An Interview With Michael Hampton Of Parliament-Funkadelic

Michael Hampton Interview

Feature Photo courtesy of Michael Hampton

Affectionately known as Kidd Funkadelic, Michael Hampton has been a mainstay of Parliament-Funkadelic for over 50 years. His solos are legendary, and his impact is towering, having influenced players across every and any genre.

Maybe that’s why now, after so many years in the game, Hampton is able to look back on what does and doesn’t work. “You’ve got to recognize the negative thoughts if they come, say, ‘that’s not me’, and then let them pass,” he tells ClassicRockHistory.com. “That’s not always easy, but it gets easier as you move along in life.”

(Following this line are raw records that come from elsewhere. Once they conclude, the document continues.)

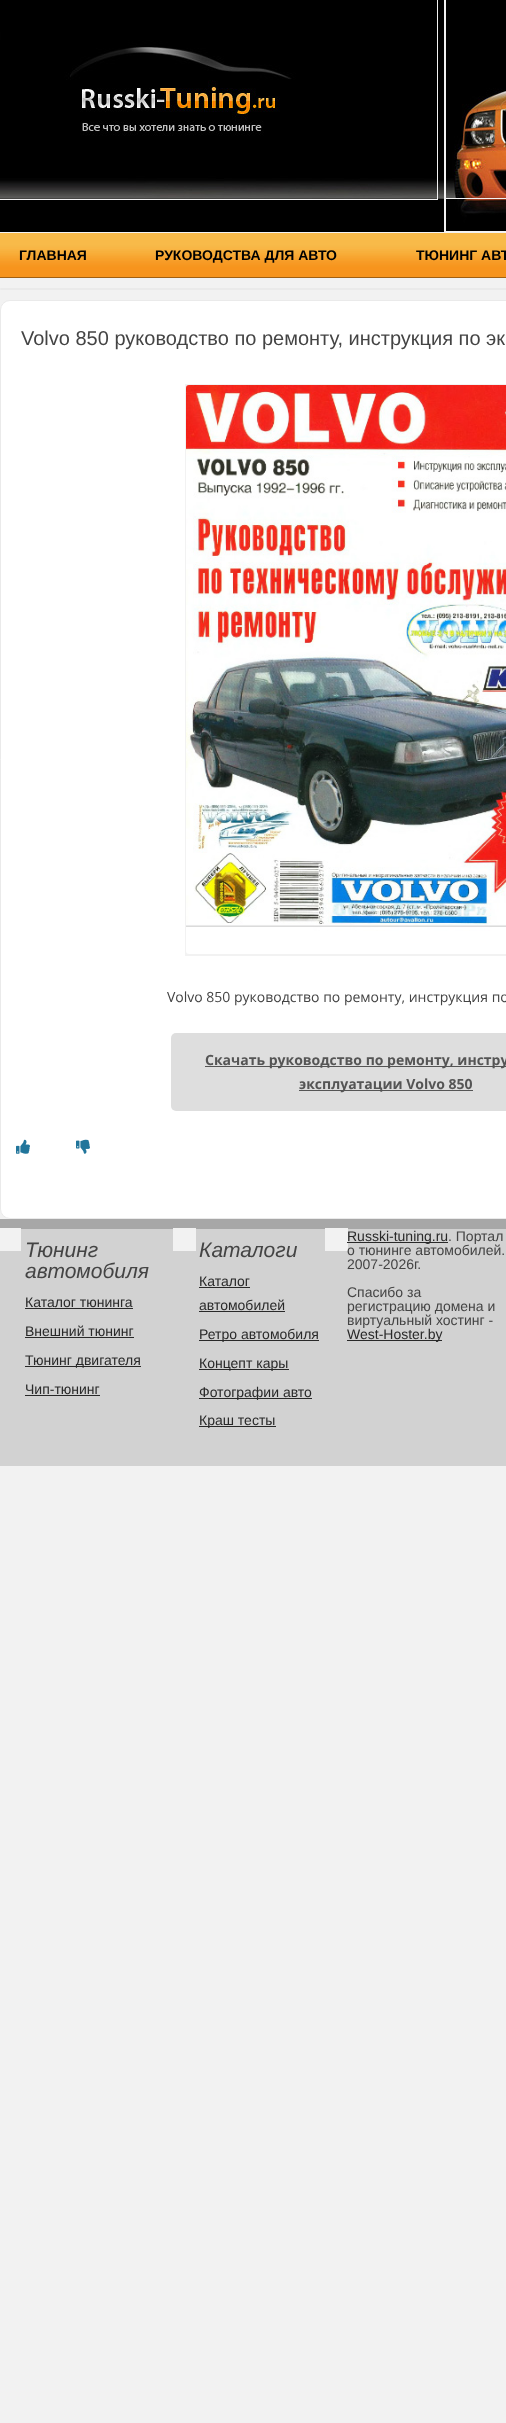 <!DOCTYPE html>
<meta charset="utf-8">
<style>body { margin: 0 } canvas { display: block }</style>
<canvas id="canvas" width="506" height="2423"></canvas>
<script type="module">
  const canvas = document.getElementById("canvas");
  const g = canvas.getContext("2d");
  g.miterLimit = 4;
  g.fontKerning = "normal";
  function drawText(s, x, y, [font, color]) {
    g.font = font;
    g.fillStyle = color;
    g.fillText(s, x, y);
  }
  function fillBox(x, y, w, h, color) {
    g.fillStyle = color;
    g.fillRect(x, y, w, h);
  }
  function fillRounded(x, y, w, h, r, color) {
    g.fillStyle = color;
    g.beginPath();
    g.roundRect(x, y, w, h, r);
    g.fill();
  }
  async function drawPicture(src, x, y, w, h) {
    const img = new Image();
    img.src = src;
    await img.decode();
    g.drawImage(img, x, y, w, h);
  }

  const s1 = ["bold 14px Liberation Sans", "#000000"];
  const s2 = ["20px Liberation Sans", "#444444"];
  const s3 = ["14px Open Sans", "#444444"];
  const s4 = ["bold 14px Open Sans", "#555555"];
  const s5 = ["italic 21px Liberation Sans", "#444444"];
  const s6 = ["14px Liberation Sans", "#292929"];
  const s7 = ["14px Liberation Sans", "#444444"];

  fillBox(0, 0, 506, 2423, "#F2F2F2");
  fillBox(438, 0, 6, 180, "#000000");
  await drawPicture("pic1.png", 438, 180, 6, 19);
  fillBox(0, 199, 444, 33, "#000000");
  await drawPicture("pic2.png", 0, 0, 438, 200);
  await drawPicture("pic3.png", 444, 0, 62, 198);
  await drawPicture("pic4.png", 444, 198, 62, 34);
  await drawPicture("pic5.png", 0, 232, 506, 46);
  drawText("ГЛАВНАЯ", 19, 260, s1);
  drawText("РУКОВОДСТВА ДЛЯ АВТО", 155, 260, s1);
  drawText("ТЮНИНГ АВТ", 416, 260, s1);
  fillRounded(0, 288, 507, 2, 1, "#EAEAEA");
  g.fillStyle = "#FFFFFF";
  g.beginPath();
  g.roundRect(0.5, 300.5, 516, 918, 9.5);
  g.fill();
  g.strokeStyle = "#EAEAEA";
  g.stroke();
  drawText("Volvo 850 руководство по ремонту, инструкция по эк", 21, 345, s2);
  await drawPicture("pic6.png", 185, 384, 321, 572);
  drawText("Volvo 850 руководство по ремонту, инструкция по", 167, 1002, s3);
  fillRounded(171, 1033, 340, 78, 5, "#DEDEDE");
  fillBox(205, 1066, 301, 1, "#555555");
  drawText("Скачать руководство по ремонту, инстру", 205, 1065, s4);
  fillBox(299, 1090, 174, 1, "#555555");
  drawText("эксплуатации Volvo 850", 299, 1089, s4);
  await drawPicture("pic7.png", 16, 1139, 14, 15);
  await drawPicture("pic8.png", 76, 1139, 14, 15);
  fillBox(0, 1219, 506, 10, "#A7A7A7");
  fillBox(0, 1229, 506, 237, "#D2D2D2");
  fillBox(0, 1228, 21, 23, "#F2F2F2");
  drawText("Тюнинг", 25, 1257, s5);
  drawText("автомобиля", 25, 1278, s5);
  drawText("Каталог тюнинга", 25, 1307, s6);
  fillBox(25, 1308, 108, 1, "#292929");
  drawText("Внешний тюнинг", 25, 1336, s6);
  fillBox(25, 1337, 109, 1, "#292929");
  fillBox(25, 1366, 116, 1, "#292929");
  drawText("Тюнинг двигателя", 25, 1365, s6);
  drawText("Чип-тюнинг", 25, 1394, s6);
  fillBox(25, 1395, 75, 1, "#292929");
  fillBox(173, 1228, 23, 23, "#F2F2F2");
  drawText("Каталоги", 199, 1257, s5);
  drawText("Каталог", 199, 1286, s6);
  fillBox(199, 1287, 51, 1, "#292929");
  drawText("автомобилей", 199, 1310, s6);
  fillBox(199, 1311, 86, 1, "#292929");
  fillBox(199, 1340, 120, 1, "#292929");
  drawText("Ретро автомобиля", 199, 1339, s6);
  fillBox(199, 1369, 90, 1, "#292929");
  drawText("Концепт кары", 199, 1368, s6);
  fillBox(199, 1398, 113, 1, "#292929");
  drawText("Фотографии авто", 199, 1397, s6);
  fillBox(199, 1426, 77, 1, "#292929");
  drawText("Краш тесты", 199, 1425, s6);
  fillBox(325, 1228, 23, 23, "#F2F2F2");
  fillBox(347, 1242, 101, 1, "#292929");
  drawText("Russki-tuning.ru", 347, 1241, s6);
  drawText(". Портал", 448, 1241, s7);
  drawText("о тюнинге автомобилей.", 347, 1255, s7);
  drawText("2007-2026г.", 347, 1269, s7);
  drawText("Спасибо за", 347, 1297, s7);
  drawText("регистрацию домена и", 347, 1311, s7);
  drawText("виртуальный хостинг -", 347, 1325, s7);
  fillBox(347, 1340, 95, 1, "#292929");
  drawText("West-Hoster.by", 347, 1339, s6);
</script>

Hampton has taken those lessons and applied them to his first-ever solo album, Into the Public Domain. “It’s just all the new sounds really,” he says of the album’s vibe. “The sounds that technology lets you make, that’s the biggest inspiration.”

He adds, “Even though I’m not playing super high-technology gear, hearing all the new sounds these musicians around you are making shows you how much is still possible in music as a whole. And these people using technology to play as one-man bands, that really opens up my imagination.”

It’s an interesting spot to be in, considering Hampton is a veteran, albeit an open-minded one. “Me being a guy whose career has spanned between the natural instrument age and the electronic sound age, I can’t help but be amazed by all these developments,” he says.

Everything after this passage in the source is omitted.